Мою мать выдали замуж, когда ей было семь лет. Отцу было не больше десяти, и он вообще не понимал, что происходит. Я часто спрашивал его: «Что тебе больше всего понравилось в твоей свадьбе?» А он отвечал: «Ехать верхом на лошади». Естественно! Впервые он был одет как раджа. За поясом у него висел кинжал, и он возвышался над остальными. Все смотрели только на него. Конечно, ему это страшно понравилось. Но больше он о своей свадьбе не помнил ничего. О медовом месяце не было и речи. В какое свадебное путешествие могут отравиться десятилетний мальчик с семилетней девочкой? В Индии нет такого понятия как медовый месяц. Впрочем, в прошлом его не было нигде.
Когда моему отцу было десять, а матери – семь, умерла мать моего отца. И уже через год-два после свадьбы вся ответственность за семью легла на плечи моей матери, которой было всего девять лет. У моего отца было еще две сестры и брат – в их семье было четыре ребенка. И заботиться о них пришлось девятилетней девочке и двенадцатилетнему мальчику. Мой дед по отцовской линии не любил жить в городе, где он держал небольшую лавку. Он предпочитал жить в деревне. Когда его жена умерла, он оказался абсолютно свободным. В то время государство раздавало бесплатные земельные участки, поскольку земли было много, а обрабатывать ее было некому. Мой дед получил пятьдесят акров, а лавку отдал детям, моим родителям. Отцу было двенадцать, а маме – девять. Деду нравилось возиться в саду. Он наслаждался свежим деревенским воздухом. Жизнь в городе его совершенно не привлекала.

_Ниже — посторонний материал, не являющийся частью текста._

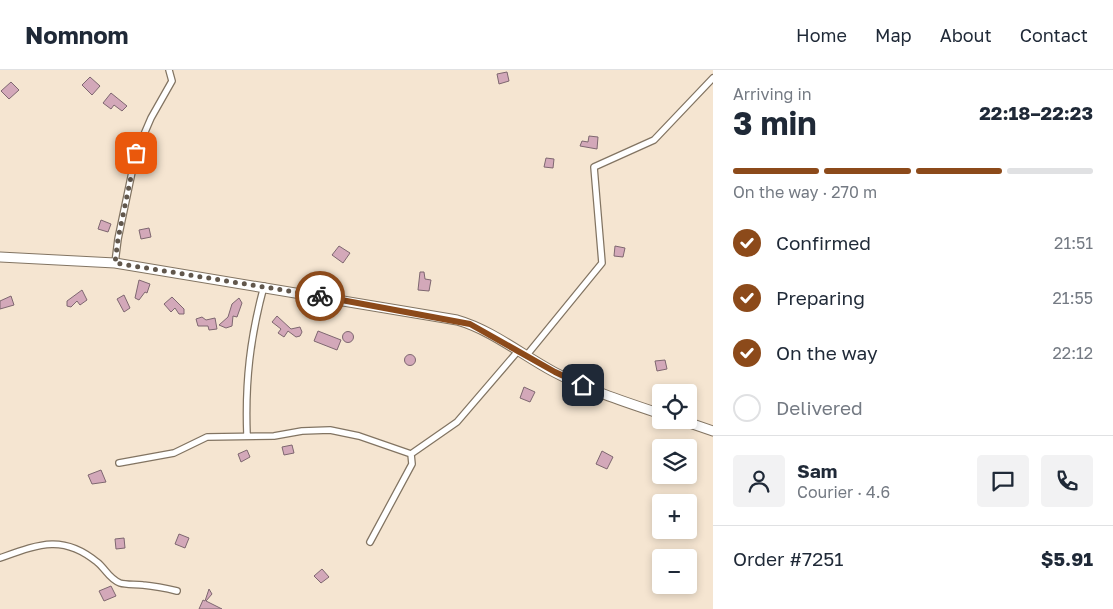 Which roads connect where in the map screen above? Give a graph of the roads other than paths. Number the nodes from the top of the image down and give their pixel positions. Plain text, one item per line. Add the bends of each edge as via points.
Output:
1 (169, 70) edge
2 (713, 78) edge
3 (0, 257) edge
4 (115, 263) junction
5 (264, 286) junction
6 (522, 354) junction
7 (652, 411) edge
8 (697, 426) edge
9 (713, 431) edge
10 (247, 436) junction
11 (412, 454) junction
12 (119, 463) dead end
13 (370, 542) dead end
14 (0, 558) edge
15 (177, 590) dead end

1 - 4 street via 172,81 136,153
2 - 6 street via 654,140 594,167 602,263
3 - 4 main road
4 - 5 main road
5 - 6 main road via 457,320 479,328
5 - 10 street via 248,354
6 - 7 main road via 610,397
6 - 11 street via 457,422
8 - 9 main road
10 - 11 street via 330,430
10 - 12 street via 207,437 174,453
11 - 13 street via 412,464
14 - 15 street via 64,543 82,550 120,583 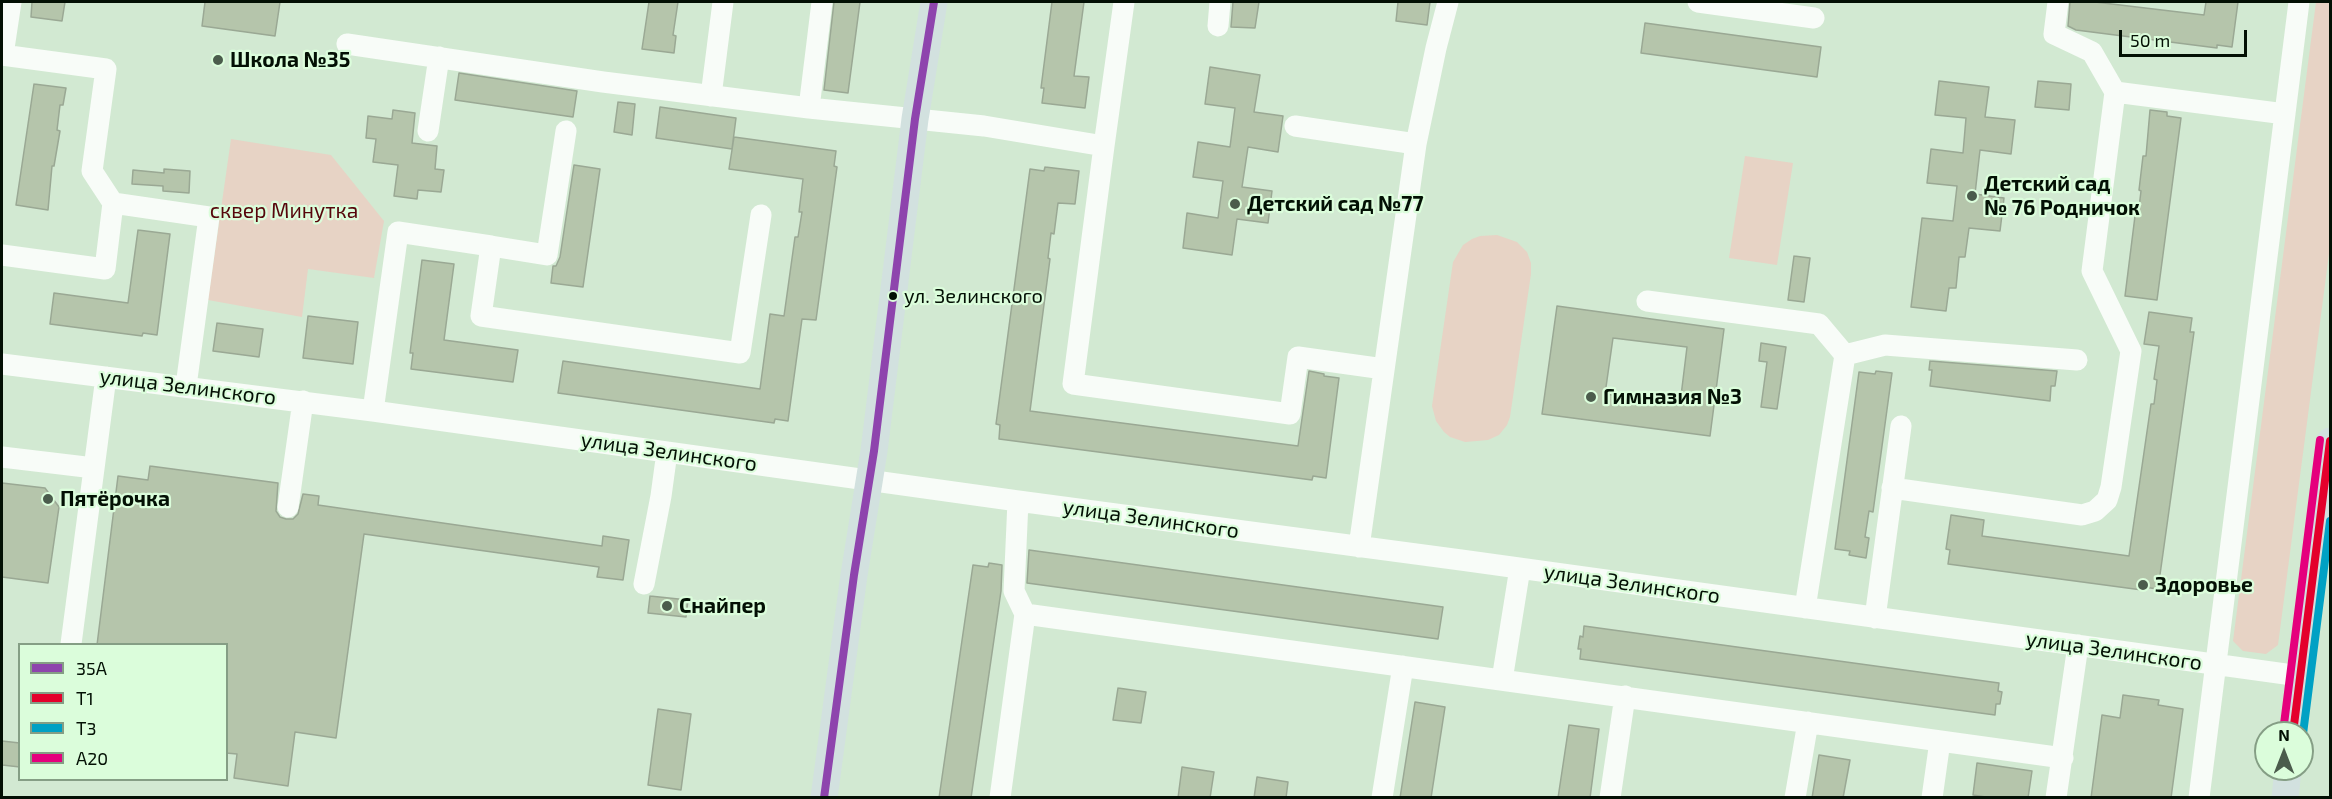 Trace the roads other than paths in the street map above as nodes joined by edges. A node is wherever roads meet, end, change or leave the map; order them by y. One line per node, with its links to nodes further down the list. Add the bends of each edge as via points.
1 (11, 2): 14 (street)
2 (723, 2): 17 (street)
3 (822, 2): 18 (street)
4 (934, 2): 20 (main road)
5 (1124, 2): 25 (street)
6 (1220, 2): 12 (street)
7 (1448, 2): 24 (street)
8 (1698, 2): 11 (street)
9 (2058, 2): 16 (street, via 2054,34 2092,52)
10 (2300, 2): 19 (street)
11 (1814, 18)
12 (1218, 26)
13 (347, 44): 15 (street)
14 (2, 55): 26 (street, via 106,69 92,171)
15 (439, 57): 17 (street); 22 (street)
16 (2115, 92): 19 (street); 45 (street, via 2092,271 2131,351 2107,500 2096,511 2082,515)
17 (711, 96): 18 (street)
18 (808, 108): 20 (street)
19 (2285, 114): 56 (street)
20 (915, 119): 25 (street); 44 (main road)
21 (1295, 126): 24 (street)
22 (428, 131)
23 (566, 131): 28 (street, via 547,255)
24 (1416, 144): 34 (street)
25 (1104, 146): 34 (street, via 1073,384 1290,414 1298,357)
26 (113, 203): 29 (street, via 105,268); 36 (street, via 209,217)
27 (761, 215): 28 (street, via 740,353 481,316)
28 (491, 246): 38 (street, via 398,232)
29 (2, 255)
30 (1647, 301): 31 (street, via 1819,324)
31 (1845, 355): 32 (street, via 1885,345); 51 (street)
32 (2077, 360)
33 (2, 364): 35 (street, улица Зелинского)
34 (1384, 369): 48 (street)
35 (106, 377): 36 (street, улица Зелинского); 43 (street)
36 (186, 386): 37 (street, улица Зелинского)
37 (303, 401): 38 (street, улица Зелинского); 47 (street)
38 (373, 411): 41 (street, улица Зелинского)
39 (1901, 426): 45 (street)
40 (2331, 441): 58 (main road)
41 (667, 452): 44 (street, улица Зелинского); 50 (street)
42 (2, 457): 43 (street)
43 (94, 468): 54 (street)
44 (870, 480): 46 (street, улица Зелинского); 66 (main road)
45 (1892, 488): 53 (street)
46 (1018, 501): 48 (street, улица Зелинского); 52 (street, via 1014,591)
47 (288, 507)
48 (1359, 546): 49 (street, улица Зелинского)
49 (1520, 568): 51 (street, улица Зелинского); 59 (street)
50 (644, 584)
51 (1805, 608): 53 (street, улица Зелинского)
52 (1025, 614): 57 (street); 67 (street)
53 (1875, 618): 55 (street, улица Зелинского)
54 (71, 643)
55 (2078, 645): 56 (street, улица Зелинского); 64 (street)
56 (2216, 665): 58 (street, улица Зелинского); 73 (street)
57 (1403, 666): 59 (street); 68 (street)
58 (2300, 676): 61 (main road)
59 (1502, 680): 60 (street)
60 (1625, 696): 62 (street); 69 (street)
61 (2294, 721)
62 (1808, 722): 63 (street); 70 (street)
63 (1940, 741): 64 (street); 71 (street)
64 (2063, 758): 72 (street)
65 (2287, 781): 74 (main road)
66 (824, 798)
67 (1000, 798)
68 (1382, 798)
69 (1610, 798)
70 (1795, 798)
71 (1932, 798)
72 (2056, 798)
73 (2199, 798)
74 (2285, 798) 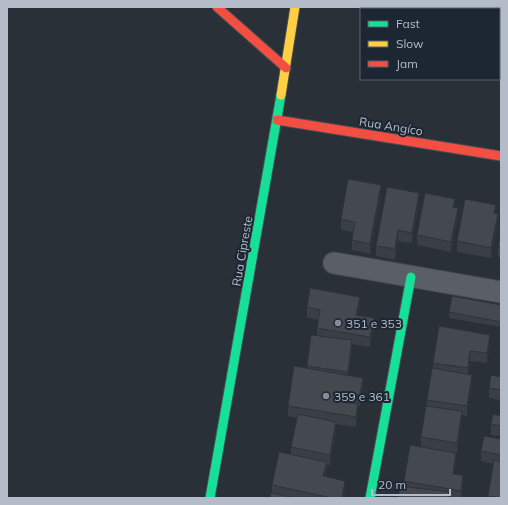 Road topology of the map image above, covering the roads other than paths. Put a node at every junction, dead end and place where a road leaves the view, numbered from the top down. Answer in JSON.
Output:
{"nodes":[{"id":1,"x":217,"y":7,"type":"edge"},
{"id":2,"x":295,"y":7,"type":"edge"},
{"id":3,"x":286,"y":68,"type":"junction"},
{"id":4,"x":277,"y":120,"type":"junction"},
{"id":5,"x":501,"y":156,"type":"edge"},
{"id":6,"x":334,"y":263,"type":"dead end"},
{"id":7,"x":410,"y":277,"type":"junction"},
{"id":8,"x":501,"y":292,"type":"edge"},
{"id":9,"x":210,"y":498,"type":"edge"},
{"id":10,"x":370,"y":498,"type":"edge"}],
"edges":[{"from":1,"to":3,"type":"street"},
{"from":2,"to":3,"type":"street","name":"Rua Cipreste"},
{"from":3,"to":4,"type":"street","name":"Rua Cipreste"},
{"from":4,"to":5,"type":"street","name":"Rua Angíco"},
{"from":4,"to":9,"type":"street","name":"Rua Cipreste"},
{"from":6,"to":7,"type":"street"},
{"from":7,"to":8,"type":"street"},
{"from":7,"to":10,"type":"street"}]}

Моему отцу так и не пришлось познать свободу, коей обладает современная молодежь. Он никогда не был беззаботным юношей. Еще до того, как он мог бы стать подростком, он уже стал взрослым, потому что заботился о братьях и сестрах и содержал лавку. Когда ему исполнилось двадцать, пришла пора устраивать браки своих сестер и брата и платить за их обучение.
Я никогда не называл маму «мамой», потому что еще до моего рождения она уже была матерью троих детей, которые называли ее «бхабхи». Это значит «жена брата». Я тоже стал называть ее «бхабхи», услышав это имя от других детей.
Однако воспитали меня дедушка и бабушка по материнской линии. Одинокие старики, они очень хотели, чтобы рядом был ребенок, который скрасил бы остаток их дней. Вот мои родители и решили отправить меня, их старшего сына, первенца, к ним на воспитание.
Я почти не помню, как жил с родителями. Детство я провел среди стариков: дедушка, бабушка и их давний слуга, замечательный человек. Их было трое… но разница в возрасте была огромна, и я жил в полном одиночестве. Старики не могли составить мне компанию, как бы им этого ни хотелось. А никого другого рядом не было, потому что в этой маленькой деревушке наша семья была самой богатой. Жителей в округе было всего-навсего человек двести, и все они были такими бедными, что мои родители запрещали мне играть с местной детворой. Дети там были ужасно грязными и совсем нищими. В общем, дружить мне было не с кем. Это оказало на меня огромное влияние. За всю жизнь у меня так и не было настоящих друзей. Были знакомые, приятели, но не друзья.